Edwin menambahkan, sebagai investor institusi besar, BPJS Ketenagakerjaan berinvestasi pada saham-saham bluechip. "Kalau memang mereka jualan opportunity investor masuk, barang mereka bluechip, saya gak khawatir. Mereka bagus," tambahnya. 

Analis PT Binaartha Sekuritas, M. Nafan Aji Gusta Utama menilai, sentimen tersebut menjadi salah satu penekan IHSG selain kebijakan pemerintah dalam memperpanjang masa pemberlakukan pembatasan kegiatan masyarakat (PPKM) sampai 8 Februari 2021 mendatang memberikan sentimen negatif bagi pasar.

Menurut Nafan, saat ini, para pelaku pasar saat ini sangat mengharapkan adanya transparansi dalam segala praktik bisnis pasar modal di tanah air. "Market juga mengharapkan adanya supremasi hukum dalam memberantas praktik korupsi yang merugikan iklim investasi pasar modal di tanah air," kata Nafan, saat dihubungi CNBC Indonesia, Senin (25/1/2021).

Di sisi lain, kata Nafan, sentimen negatif lainnya yang menyebabkan bursa saham domestik terkoreksi karena belum adanya data makroekonomi domestik maupun internasional yang memberikan dampak yang cukup signifika.
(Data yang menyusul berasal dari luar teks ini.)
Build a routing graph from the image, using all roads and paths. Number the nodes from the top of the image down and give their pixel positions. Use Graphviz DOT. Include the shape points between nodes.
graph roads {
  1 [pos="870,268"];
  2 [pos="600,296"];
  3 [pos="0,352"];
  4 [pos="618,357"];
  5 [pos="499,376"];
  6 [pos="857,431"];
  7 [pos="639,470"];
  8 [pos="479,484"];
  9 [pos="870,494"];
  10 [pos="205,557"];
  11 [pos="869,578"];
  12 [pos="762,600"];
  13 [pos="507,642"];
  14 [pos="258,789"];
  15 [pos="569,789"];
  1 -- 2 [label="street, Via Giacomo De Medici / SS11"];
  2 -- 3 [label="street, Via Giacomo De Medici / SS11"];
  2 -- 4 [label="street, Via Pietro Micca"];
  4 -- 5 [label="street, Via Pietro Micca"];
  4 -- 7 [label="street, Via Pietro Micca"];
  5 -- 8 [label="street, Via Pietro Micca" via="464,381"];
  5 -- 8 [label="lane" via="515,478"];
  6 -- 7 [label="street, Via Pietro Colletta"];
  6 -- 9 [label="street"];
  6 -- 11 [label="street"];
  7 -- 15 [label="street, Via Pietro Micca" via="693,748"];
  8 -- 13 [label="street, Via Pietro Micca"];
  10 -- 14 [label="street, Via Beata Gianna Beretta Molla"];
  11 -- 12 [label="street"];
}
"Secara garis besar, market sangat khawatir terhadap varian baru Covid-19, bahkan terdapat beberapa negara yang menerapkan kembali kebijakan lockdown," ujarnya.

Sementara itu, PT Valbury Sekuritas menyebutkan, sentimen yang juga dicermati pasar saat ini adalah mengenai pernyataan Boris Johnson Perdana Menteri Inggris memberikan kabar terbaru yang mengkhawatirkan negaranya bahwa varian baru mutasi virus corona Inggris mungkin lebih mematikan dibandingkan jenis sebelumnya.

 Varian virus tersebut selain menyebar lebih cepat, sekarang juga tampaknya ada beberapa bukti bahwa varian baru mungkin lebih terkait dengan tingkat kematian yang lebih tinggi. Namun ada tanda-tanda bahwa orang yang terinfeksi varian corona Inggris secara keseluruhan lebih berisiko.